Newsom has yet to call a special session of the Legislature or declare a fiscal emergency as the state’s deficit is projected to pile up.

Assembly Republicans are calling on California Gov. Gavin Newsom to declare a fiscal emergency to address California’s budget crisis. 

The nonpartisan Legislative Analyst’s Office announced last month that the state is facing a $68 billion deficit. 


The big picture: According to the LAO, California is looking at a major deficit because tax payments have come in at much lower amounts than were projected. 

  • Asm. Vince Fong (R–Bakersfield), who is the Assembly Budget Committee Vice Chair, and Assembly Republican Leader James Gallagher (R–Yuba City) sent a letter to Newsom on Monday calling for a fiscal emergency. 

What they’re saying: In their letter, Fong and Gallagher chided Newsom for not calling a special session of the Legislature last month immediately after the LAO’s announcement. 

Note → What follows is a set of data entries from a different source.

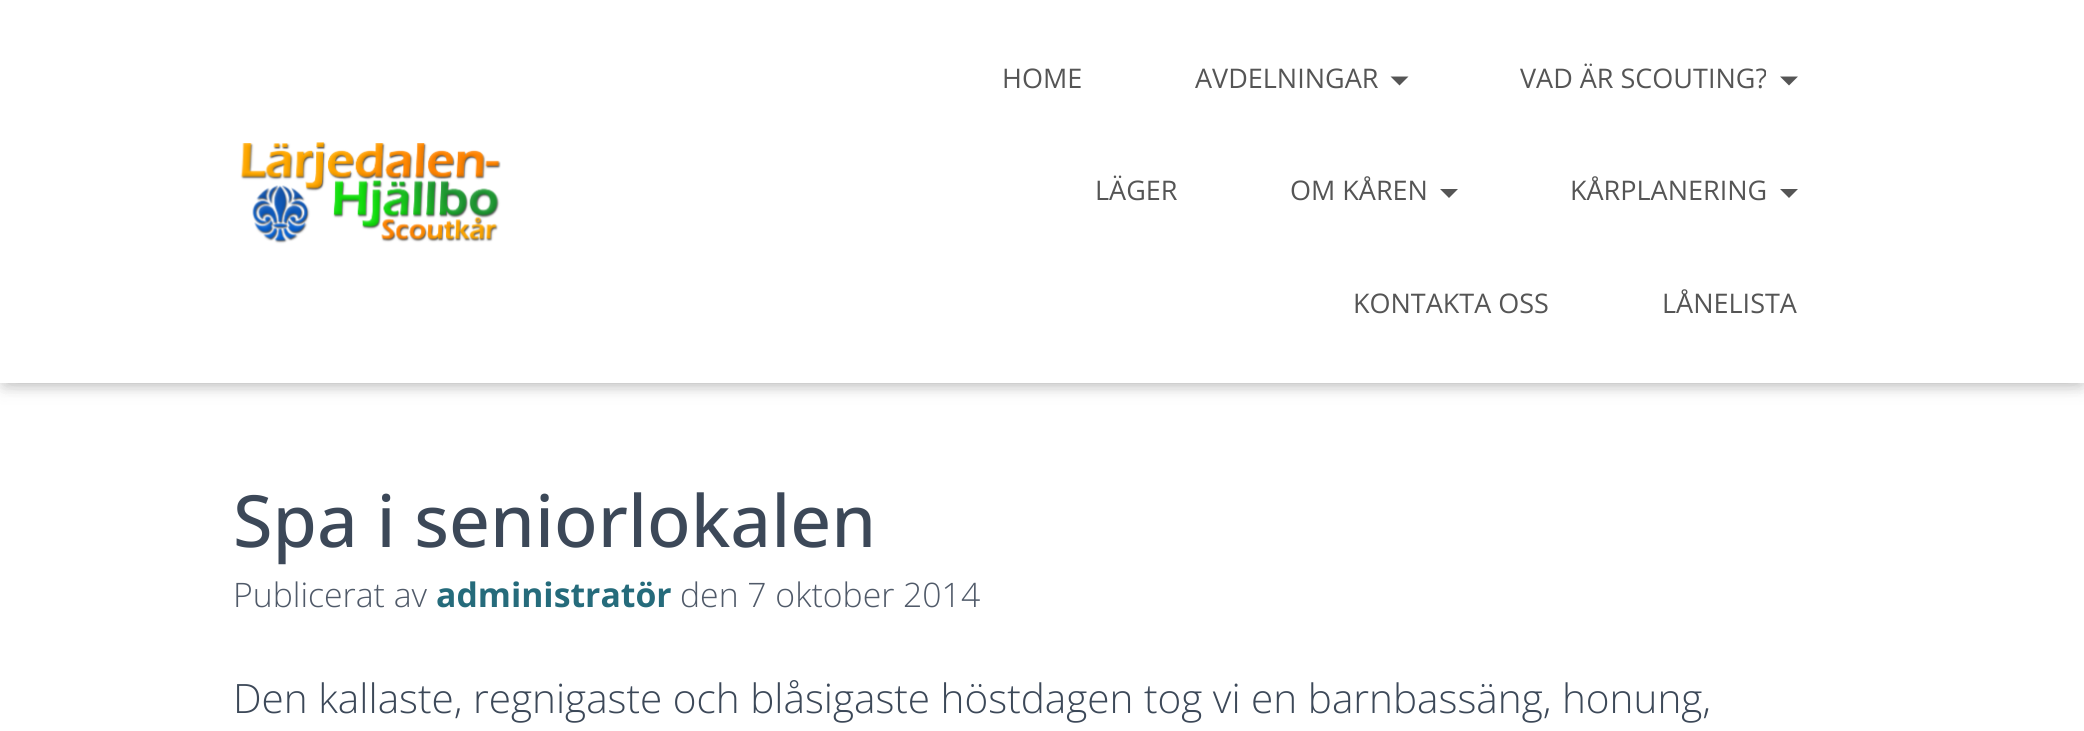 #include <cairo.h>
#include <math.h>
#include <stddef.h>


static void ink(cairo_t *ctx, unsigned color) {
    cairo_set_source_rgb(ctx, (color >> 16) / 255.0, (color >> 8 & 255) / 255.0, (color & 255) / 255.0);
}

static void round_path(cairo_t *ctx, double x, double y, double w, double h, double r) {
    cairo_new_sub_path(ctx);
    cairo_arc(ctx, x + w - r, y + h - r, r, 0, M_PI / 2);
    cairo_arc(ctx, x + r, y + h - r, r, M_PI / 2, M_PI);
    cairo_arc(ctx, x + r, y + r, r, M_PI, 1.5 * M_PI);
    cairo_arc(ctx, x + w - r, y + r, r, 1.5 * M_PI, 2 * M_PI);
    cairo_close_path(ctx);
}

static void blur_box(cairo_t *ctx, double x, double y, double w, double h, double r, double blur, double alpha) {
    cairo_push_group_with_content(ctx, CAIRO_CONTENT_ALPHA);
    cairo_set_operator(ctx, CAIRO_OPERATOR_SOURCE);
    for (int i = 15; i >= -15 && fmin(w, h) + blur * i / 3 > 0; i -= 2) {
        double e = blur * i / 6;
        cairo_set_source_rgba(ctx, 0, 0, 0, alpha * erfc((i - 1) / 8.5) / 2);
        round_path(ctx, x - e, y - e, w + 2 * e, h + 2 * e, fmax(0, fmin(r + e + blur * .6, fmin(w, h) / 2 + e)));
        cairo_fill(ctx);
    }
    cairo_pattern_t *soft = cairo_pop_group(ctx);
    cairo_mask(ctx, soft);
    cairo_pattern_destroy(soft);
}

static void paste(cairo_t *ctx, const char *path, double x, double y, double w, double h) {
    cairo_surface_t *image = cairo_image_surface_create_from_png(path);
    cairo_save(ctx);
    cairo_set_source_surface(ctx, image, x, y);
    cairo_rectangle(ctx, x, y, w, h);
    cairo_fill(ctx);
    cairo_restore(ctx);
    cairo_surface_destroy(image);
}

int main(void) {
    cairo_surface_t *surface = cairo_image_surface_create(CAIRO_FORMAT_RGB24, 2084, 731);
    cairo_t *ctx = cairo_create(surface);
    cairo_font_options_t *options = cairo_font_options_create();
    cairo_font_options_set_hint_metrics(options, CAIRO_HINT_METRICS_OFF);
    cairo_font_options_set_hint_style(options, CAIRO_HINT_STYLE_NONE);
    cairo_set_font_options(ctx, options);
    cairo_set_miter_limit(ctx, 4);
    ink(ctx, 0xFFFFFF);
    cairo_paint(ctx);
    ink(ctx, 0x000000);
    blur_box(ctx, 5, 14, 2076, 373, 0, 5.5, 0.1);
    blur_box(ctx, 0, 2, 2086, 383, 0, 11, 0.12);
    blur_box(ctx, 14, 16, 2058, 355, 0, 11, 0.42);
    ink(ctx, 0xFFFFFF);
    cairo_rectangle(ctx, 0, 0, 2084, 383);
    cairo_fill(ctx);
    paste(ctx, "media/1.png", 240, 142, 261, 102);
    cairo_select_font_face(ctx, "Open Sans", CAIRO_FONT_SLANT_NORMAL, CAIRO_FONT_WEIGHT_NORMAL);
    cairo_set_font_size(ctx, 27);
    ink(ctx, 0x555555);
    cairo_move_to(ctx, 1002, 88);
    cairo_show_text(ctx, "HOME");
    cairo_move_to(ctx, 1195, 88);
    cairo_show_text(ctx, "AVDELNINGAR");
    cairo_new_path(ctx);
    cairo_move_to(ctx, 1390.5, 76.5);
    cairo_line_to(ctx, 1408.5, 76.5);
    cairo_line_to(ctx, 1399.5, 85.5);
    cairo_close_path(ctx);
    cairo_fill(ctx);
    cairo_move_to(ctx, 1520, 88);
    cairo_show_text(ctx, "VAD ÄR SCOUTING?");
    cairo_new_path(ctx);
    cairo_move_to(ctx, 1780, 76.5);
    cairo_line_to(ctx, 1798, 76.5);
    cairo_line_to(ctx, 1789, 85.5);
    cairo_close_path(ctx);
    cairo_fill(ctx);
    cairo_move_to(ctx, 1095, 200);
    cairo_show_text(ctx, "LÄGER");
    cairo_move_to(ctx, 1290, 200);
    cairo_show_text(ctx, "OM KÅREN");
    cairo_new_path(ctx);
    cairo_move_to(ctx, 1440, 189);
    cairo_line_to(ctx, 1458, 189);
    cairo_line_to(ctx, 1449, 198);
    cairo_close_path(ctx);
    cairo_fill(ctx);
    cairo_move_to(ctx, 1570, 200);
    cairo_show_text(ctx, "KÅRPLANERING");
    cairo_new_path(ctx);
    cairo_move_to(ctx, 1780, 189);
    cairo_line_to(ctx, 1798, 189);
    cairo_line_to(ctx, 1789, 198);
    cairo_close_path(ctx);
    cairo_fill(ctx);
    cairo_move_to(ctx, 1353, 313);
    cairo_show_text(ctx, "KONTAKTA OSS");
    cairo_move_to(ctx, 1662, 313);
    cairo_show_text(ctx, "LÅNELISTA");
    cairo_select_font_face(ctx, "Open Sans Medium", CAIRO_FONT_SLANT_NORMAL, CAIRO_FONT_WEIGHT_NORMAL);
    cairo_set_font_size(ctx, 72);
    ink(ctx, 0x3C4858);
    cairo_move_to(ctx, 233, 547);
    cairo_show_text(ctx, "Spa i seniorlokalen");
    cairo_select_font_face(ctx, "Open Sans Light", CAIRO_FONT_SLANT_NORMAL, CAIRO_FONT_WEIGHT_NORMAL);
    cairo_set_font_size(ctx, 33.75);
    ink(ctx, 0x505A69);
    cairo_move_to(ctx, 233, 607);
    cairo_show_text(ctx, "Publicerat av");
    cairo_select_font_face(ctx, "Open Sans", CAIRO_FONT_SLANT_NORMAL, CAIRO_FONT_WEIGHT_BOLD);
    ink(ctx, 0x256B7B);
    cairo_move_to(ctx, 436, 607);
    cairo_show_text(ctx, "administratör");
    cairo_select_font_face(ctx, "Open Sans Light", CAIRO_FONT_SLANT_NORMAL, CAIRO_FONT_WEIGHT_NORMAL);
    ink(ctx, 0x505A69);
    cairo_move_to(ctx, 680, 607);
    cairo_show_text(ctx, "den 7 oktober 2014");
    cairo_set_font_size(ctx, 40.5);
    ink(ctx, 0x3C4858);
    cairo_move_to(ctx, 233, 713);
    cairo_show_text(ctx, "Den kallaste, regnigaste och blåsigaste höstdagen tog vi en barnbassäng, honung,");
    cairo_surface_write_to_png(surface, "image.png");
    cairo_font_options_destroy(options);
    cairo_destroy(ctx);
    cairo_surface_destroy(surface);
    return 0;
}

  • “You have chosen to do nothing but deflect instead of addressing the gravity of this problem,” the letter reads. 
  • The duo wrote that Newsom and legislative Democrats have added $17.3 Billion in new ongoing costs over the last three budgets despite knowing that the future budget projections were uncertain. 
  • “Unanticipated surpluses have receded and excessively high revenues are a thing of the past while spending has only increased,” the letter reads. “We unfortunately appear to be entering a new ‘normal’ for our revenue stream.” 
  • They called on underlying General Fund spending to be reduced to align with the new revenue stream, adding that the Legislature needs enough time to evaluate one-time and limited-term spending. 
  • “We continue to urge you to call for a special session, and now also declare a fiscal emergency to ensure that all possible solutions are employed to restore order to our fiscal state,” the letter reads. “While dipping into available reserves may be necessary to address revenue shortfalls, they should only be used judiciously to maintain core government programs. 
  • “Preparing now will lessen the pain for Californians who depend on state services. Waiting will only cause more harm and uncertainty if money continues to unabatedly drain.”